Mayoral hopeful Troy Henry has stressed his executive experience to differentiate himself from his rivals. Indeed, Troy Henry has spent his career climbing the ranks in the private sector.

He spent more than a decade at IBM before joining Enron, where he was promoted to vice president of Enron Energy Services in January 2001. Enron collapsed in October of that year in one of the greatest bankruptcy and fraud scandals in Wall Street history. Enron Energy Services was one of many Enron divisions to file for bankruptcy.

In an interview with The Times-Picayune, Henry lamented his time at Enron:

“After a dozen years with IBM, Henry was recruited to help launch an energy-services branch at Enron. He moved his family back to New Orleans while he commuted to Houston.

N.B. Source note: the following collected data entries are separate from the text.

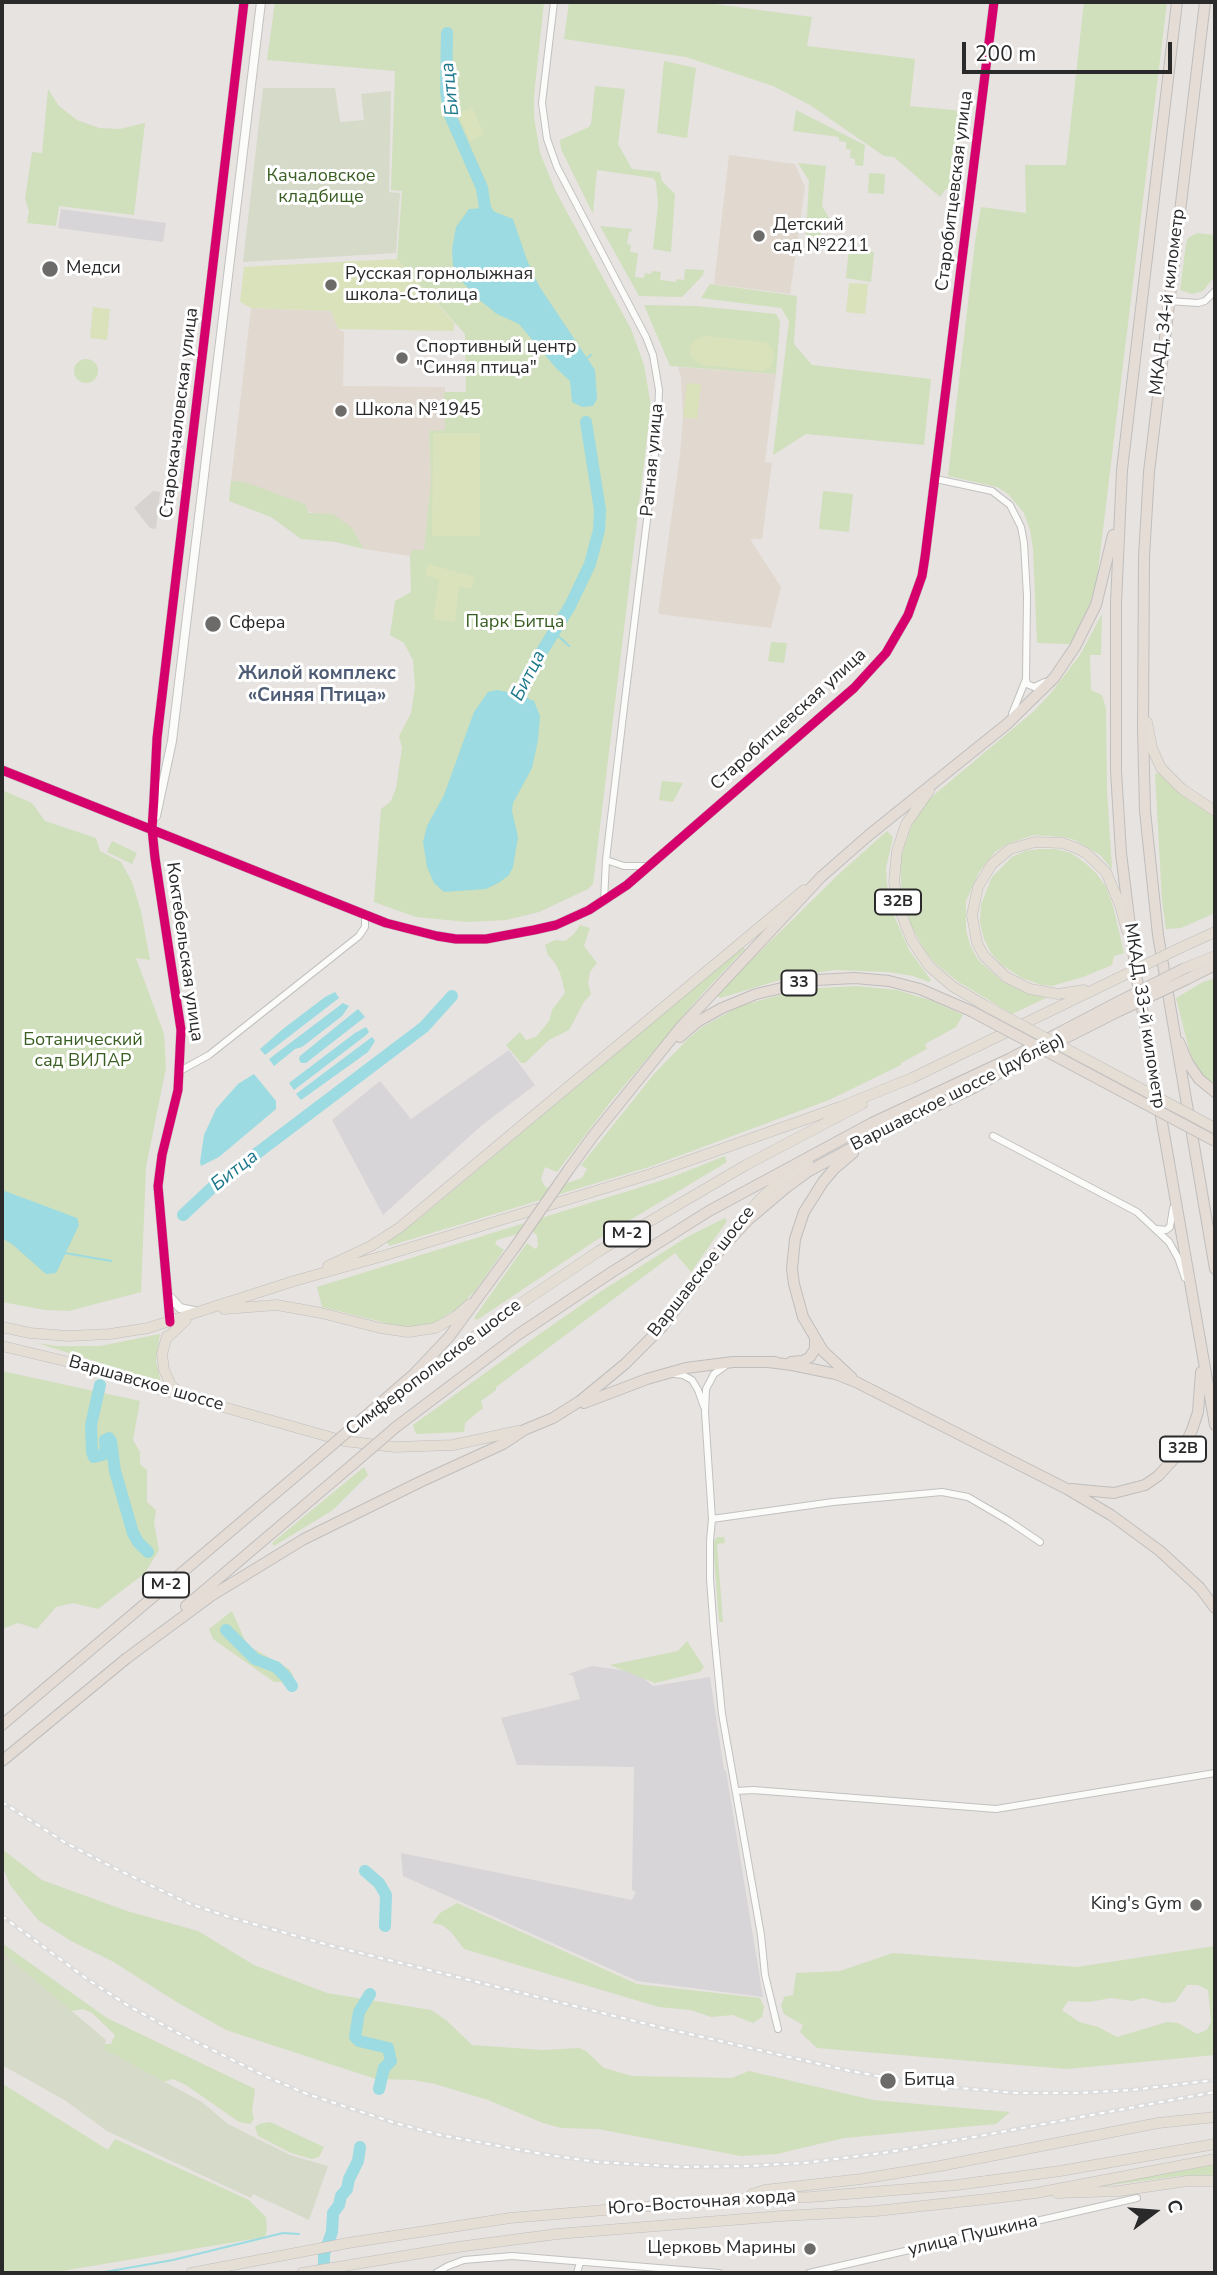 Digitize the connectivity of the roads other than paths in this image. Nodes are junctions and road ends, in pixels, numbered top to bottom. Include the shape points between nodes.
1 (244, 2) edge
2 (261, 2) edge
3 (554, 2) edge
4 (994, 2) edge
5 (1177, 2) edge
6 (1205, 2) edge
7 (1215, 291) edge
8 (1168, 300) junction
9 (1122, 470) junction
10 (936, 479) junction
11 (181, 537) junction
12 (196, 539) junction
13 (1116, 603) joint
14 (1144, 604) joint
15 (1026, 678) junction
16 (1054, 678) junction
17 (1143, 685) junction
18 (1007, 724) junction
19 (2, 770) edge
20 (942, 778) junction
21 (1215, 811) edge
22 (152, 829) junction
23 (606, 860) junction
24 (649, 866) junction
25 (821, 877) junction
26 (604, 901) junction
27 (365, 914) junction
28 (1215, 932) edge
29 (1215, 956) edge
30 (1215, 965) edge
31 (1186, 973) junction
32 (1136, 974) junction
33 (1114, 980) junction
34 (1169, 1006) junction
35 (1119, 1007) junction
36 (649, 1069) junction
37 (180, 1070) junction
38 (912, 1078) junction
39 (1215, 1092) edge
40 (872, 1123) junction
41 (1215, 1128) edge
42 (874, 1136) junction
43 (993, 1136) dead end
44 (1215, 1141) edge
45 (853, 1147) junction
46 (813, 1160) junction
47 (776, 1174) junction
48 (1171, 1178) junction
49 (1155, 1228) junction
50 (720, 1250) junction
51 (1215, 1269) edge
52 (492, 1280) junction
53 (294, 1281) junction
54 (167, 1285) junction
55 (1194, 1303) junction
56 (200, 1312) junction
57 (1196, 1320) junction
58 (170, 1322) junction
59 (2, 1327) edge
60 (812, 1333) junction
61 (166, 1339) junction
62 (2, 1346) edge
63 (733, 1362) junction
64 (768, 1362) junction
65 (665, 1373) junction
66 (856, 1382) junction
67 (183, 1396) junction
68 (705, 1412) junction
69 (553, 1418) junction
70 (361, 1420) junction
71 (1215, 1425) edge
72 (524, 1430) junction
73 (1067, 1489) junction
74 (712, 1519) junction
75 (1040, 1542) dead end
76 (1215, 1608) edge
77 (123, 1661) junction
78 (2, 1725) edge
79 (2, 1761) edge
80 (1215, 1773) edge
81 (736, 1791) junction
82 (778, 2029) dead end
83 (1215, 2117) edge
84 (1215, 2144) edge
85 (1215, 2159) edge
86 (1215, 2181) edge
87 (1036, 2193) junction
88 (1137, 2198) dead end
89 (735, 2199) junction
90 (580, 2262) junction
91 (191, 2273) edge
92 (302, 2273) edge
93 (436, 2273) edge
94 (577, 2273) edge
95 (719, 2273) edge
96 (809, 2273) edge

1 - 11 street, Старокачаловская улица
2 - 12 street, Старокачаловская улица
3 - 23 street, Ратная улица via 542,103 547,139 557,167 646,337 659,390
4 - 10 street, Старобитцевская улица
5 - 9 highway, МКАД, 34-й километр
6 - 8 highway, МКАД, 34-й километр
7 - 8 street via 1198,303
8 - 14 highway, МКАД, 34-й километр via 1149,472
9 - 13 highway, МКАД, 34-й километр
9 - 16 highway, 32B via 1098,598
10 - 15 street via 992,491 1017,515 1025,556
10 - 24 street, Старобитцевская улица via 922,576 908,615 886,653 854,688
11 - 12 street
11 - 22 street, Старокачаловская улица
12 - 22 street, Старокачаловская улица via 172,741
13 - 32 highway, МКАД, 33-й километр via 1118,812
14 - 17 highway, МКАД, 33-й километр
15 - 16 street via 1034,687
15 - 18 street
16 - 18 highway, 32B
17 - 21 main road via 1148,733 1161,768
17 - 34 highway, МКАД, 33-й километр via 1149,851
18 - 20 highway, 32B
19 - 22 street
20 - 25 highway, 33
20 - 41 main road, 32B, bridge via 912,812 894,867 901,913 912,942 929,966 984,1005
22 - 27 street, Старобитцевская улица
22 - 37 street, Коктебельская улица via 179,1007
23 - 24 street
23 - 26 street, Ратная улица
24 - 26 street, Старобитцевская улица
25 - 36 highway, 33 via 680,1028
25 - 53 main road via 399,1228 356,1254
26 - 27 street, Старобитцевская улица via 556,925 486,939 437,936
27 - 37 street via 359,936 209,1055
28 - 33 main road, Варшавское шоссе / М-2, bridge
29 - 31 main road, Варшавское шоссе / М-2
30 - 31 highway
31 - 35 highway, Варшавское шоссе / М-2, bridge
32 - 33 main road via 1113,885 1086,853 1062,843 1035,842 1010,849 992,864 978,887 972,915 977,943 994,967 1016,984 1043,993 1074,992
32 - 48 highway, МКАД, 33-й километр
33 - 38 main road, Варшавское шоссе / М-2
34 - 39 highway via 1188,1063
34 - 51 highway, МКАД, 33-й километр
35 - 40 highway, Варшавское шоссе / М-2
35 - 42 highway, Варшавское шоссе (дублёр) via 975,1087
36 - 44 highway, 33, bridge via 709,1014 756,994 836,979 889,981 971,1011
36 - 52 highway, 33, bridge via 569,1169
37 - 54 street, Коктебельская улица via 159,1179
38 - 53 main road, Варшавское шоссе via 662,1170
38 - 70 main road, Симферопольское шоссе / М-2 via 746,1165 599,1251
40 - 46 main road, Варшавское шоссе
40 - 47 highway, Симферопольское шоссе / М-2
42 - 45 highway, Варшавское шоссе (дублёр)
42 - 60 highway via 834,1168 799,1224 793,1253 794,1284
43 - 49 street via 1122,1203
45 - 46 street
45 - 50 highway, Варшавское шоссе (дублёр) via 787,1187
46 - 47 street
46 - 50 main road, Варшавское шоссе via 760,1199
47 - 77 highway, Симферопольское шоссе / М-2, bridge via 655,1244 519,1334 396,1427
48 - 49 street via 1173,1220 1166,1230
48 - 55 highway, МКАД, 33-й километр
49 - 55 street via 1178,1258
50 - 69 highway, Варшавское шоссе via 645,1345
52 - 56 main road via 455,1317 417,1332 277,1305
52 - 70 highway, 33 via 431,1356
53 - 56 main road, Варшавское шоссе
54 - 56 street via 175,1305
54 - 58 street, Коктебельская улица
55 - 57 highway, МКАД, 33-й километр
56 - 58 main road, Варшавское шоссе
56 - 61 main road
57 - 71 highway, МКАД, 33-й километр
57 - 73 highway, 32B via 1201,1391 1183,1450 1145,1485 1114,1493
58 - 59 main road, Варшавское шоссе via 84,1336
58 - 61 main road
60 - 64 highway via 816,1342 810,1357
60 - 66 highway via 823,1351
61 - 67 main road via 164,1370
62 - 67 main road, Варшавское шоссе
63 - 64 highway
63 - 65 highway
63 - 68 street via 710,1379
64 - 66 highway
65 - 68 street via 692,1380
65 - 69 highway
66 - 73 highway
67 - 72 main road, Варшавское шоссе via 370,1445 453,1446
68 - 74 street
69 - 72 highway, Варшавское шоссе
70 - 78 highway, Симферопольское шоссе / М-2, bridge
72 - 77 highway via 283,1550
73 - 76 highway via 1160,1551 1191,1578
74 - 75 street via 942,1492 968,1497
74 - 81 street via 710,1579 722,1714
77 - 79 highway, Симферопольское шоссе / М-2
80 - 81 street via 996,1809
81 - 82 street
83 - 89 main road via 1158,2123 861,2179 765,2190
84 - 89 main road, Юго-Восточная хорда via 957,2185
85 - 87 main road, Юго-Восточная хорда
86 - 87 main road via 1090,2193
87 - 92 main road, Юго-Восточная хорда via 876,2211 557,2234
88 - 96 street, улица Пушкина
89 - 91 main road, Юго-Восточная хорда via 510,2218
90 - 93 street via 488,2257 464,2260
90 - 94 street
90 - 95 street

As vice president for North American operations, Henry recalled putting in long hours to take “a business that was floundering and give it some direction.” But in mid-2001, Henry said he was startled to see an earnings report that appeared inflated.

Henry said he was told by superiors that Enron simply was engaging in aggressive bookkeeping with its accounting firm’s blessing. He left the company on Sept. 7, 2001, just as revelations began to emerge of a massive accounting fraud that led to Enron’s collapse in one of the largest corporate scandals in U.S. history.

“I had no idea there was anything illegal until it broke. … Unfortunately for me, I had a lot of retirement funds and stock options tied up, and I lost millions as a result of the crisis,” Henry said.”

Yet, Enron has been accused of manipulating the flow of energy in California during the energy crisis of 2000 and 2001 – while Henry was in an executive position. Enron allegedly ordered plants shut down, forcing blackouts and creating wild increases in the price of energy. Enron Energy Services would then use the specter of continued instability to sign lucrative contracts with wealthy commercial and industrial clients using the promise of price assurance. The manipulations became possible during an era of energy deregulation that spanned both the Clinton and second Bush administrations.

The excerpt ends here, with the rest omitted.